PROBLEM
Each record below is to be restated word for word.

BEGIN

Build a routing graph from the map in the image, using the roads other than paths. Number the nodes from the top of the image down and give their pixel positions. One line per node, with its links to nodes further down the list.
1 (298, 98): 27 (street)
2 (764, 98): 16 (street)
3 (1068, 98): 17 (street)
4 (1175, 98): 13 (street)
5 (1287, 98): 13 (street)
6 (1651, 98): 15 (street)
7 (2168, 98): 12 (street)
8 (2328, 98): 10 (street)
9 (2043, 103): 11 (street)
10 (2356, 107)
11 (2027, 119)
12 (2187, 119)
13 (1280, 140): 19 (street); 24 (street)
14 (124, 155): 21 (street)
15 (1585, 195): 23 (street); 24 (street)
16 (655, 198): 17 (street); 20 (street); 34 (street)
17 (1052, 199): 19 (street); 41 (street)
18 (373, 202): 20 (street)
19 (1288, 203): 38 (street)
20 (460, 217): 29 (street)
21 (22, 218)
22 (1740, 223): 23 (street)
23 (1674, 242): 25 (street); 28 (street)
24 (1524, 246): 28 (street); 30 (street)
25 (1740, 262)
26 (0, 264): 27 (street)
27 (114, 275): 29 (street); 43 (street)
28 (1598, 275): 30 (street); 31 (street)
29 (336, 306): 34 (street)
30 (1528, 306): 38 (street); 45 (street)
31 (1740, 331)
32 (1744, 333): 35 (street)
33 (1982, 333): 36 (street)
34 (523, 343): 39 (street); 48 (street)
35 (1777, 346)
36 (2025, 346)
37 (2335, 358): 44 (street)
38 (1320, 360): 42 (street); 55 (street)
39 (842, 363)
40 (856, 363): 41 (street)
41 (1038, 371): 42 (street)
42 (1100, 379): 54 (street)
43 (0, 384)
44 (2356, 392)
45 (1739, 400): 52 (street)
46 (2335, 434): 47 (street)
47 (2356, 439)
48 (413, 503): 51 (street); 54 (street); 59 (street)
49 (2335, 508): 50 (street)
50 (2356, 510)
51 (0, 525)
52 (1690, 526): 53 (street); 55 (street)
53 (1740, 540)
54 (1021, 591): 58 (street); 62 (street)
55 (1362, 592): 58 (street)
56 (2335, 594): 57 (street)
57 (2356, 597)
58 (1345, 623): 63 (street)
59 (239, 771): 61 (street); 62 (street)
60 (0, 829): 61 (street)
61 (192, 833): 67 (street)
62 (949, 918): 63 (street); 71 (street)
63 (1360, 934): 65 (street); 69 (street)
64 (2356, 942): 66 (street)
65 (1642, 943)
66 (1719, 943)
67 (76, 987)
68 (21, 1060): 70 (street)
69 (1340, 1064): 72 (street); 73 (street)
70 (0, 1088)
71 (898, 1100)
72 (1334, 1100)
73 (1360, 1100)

END

REPLY
Build a routing graph from the map in the image, using the roads other than paths. Number the nodes from the top of the image down and give their pixel positions. One line per node, with its links to nodes further down the list.
1 (298, 98): 27 (street)
2 (764, 98): 16 (street)
3 (1068, 98): 17 (street)
4 (1175, 98): 13 (street)
5 (1287, 98): 13 (street)
6 (1651, 98): 15 (street)
7 (2168, 98): 12 (street)
8 (2328, 98): 10 (street)
9 (2043, 103): 11 (street)
10 (2356, 107)
11 (2027, 119)
12 (2187, 119)
13 (1280, 140): 19 (street); 24 (street)
14 (124, 155): 21 (street)
15 (1585, 195): 23 (street); 24 (street)
16 (655, 198): 17 (street); 20 (street); 34 (street)
17 (1052, 199): 19 (street); 41 (street)
18 (373, 202): 20 (street)
19 (1288, 203): 38 (street)
20 (460, 217): 29 (street)
21 (22, 218)
22 (1740, 223): 23 (street)
23 (1674, 242): 25 (street); 28 (street)
24 (1524, 246): 28 (street); 30 (street)
25 (1740, 262)
26 (0, 264): 27 (street)
27 (114, 275): 29 (street); 43 (street)
28 (1598, 275): 30 (street); 31 (street)
29 (336, 306): 34 (street)
30 (1528, 306): 38 (street); 45 (street)
31 (1740, 331)
32 (1744, 333): 35 (street)
33 (1982, 333): 36 (street)
34 (523, 343): 39 (street); 48 (street)
35 (1777, 346)
36 (2025, 346)
37 (2335, 358): 44 (street)
38 (1320, 360): 42 (street); 55 (street)
39 (842, 363)
40 (856, 363): 41 (street)
41 (1038, 371): 42 (street)
42 (1100, 379): 54 (street)
43 (0, 384)
44 (2356, 392)
45 (1739, 400): 52 (street)
46 (2335, 434): 47 (street)
47 (2356, 439)
48 (413, 503): 51 (street); 54 (street); 59 (street)
49 (2335, 508): 50 (street)
50 (2356, 510)
51 (0, 525)
52 (1690, 526): 53 (street); 55 (street)
53 (1740, 540)
54 (1021, 591): 58 (street); 62 (street)
55 (1362, 592): 58 (street)
56 (2335, 594): 57 (street)
57 (2356, 597)
58 (1345, 623): 63 (street)
59 (239, 771): 61 (street); 62 (street)
60 (0, 829): 61 (street)
61 (192, 833): 67 (street)
62 (949, 918): 63 (street); 71 (street)
63 (1360, 934): 65 (street); 69 (street)
64 (2356, 942): 66 (street)
65 (1642, 943)
66 (1719, 943)
67 (76, 987)
68 (21, 1060): 70 (street)
69 (1340, 1064): 72 (street); 73 (street)
70 (0, 1088)
71 (898, 1100)
72 (1334, 1100)
73 (1360, 1100)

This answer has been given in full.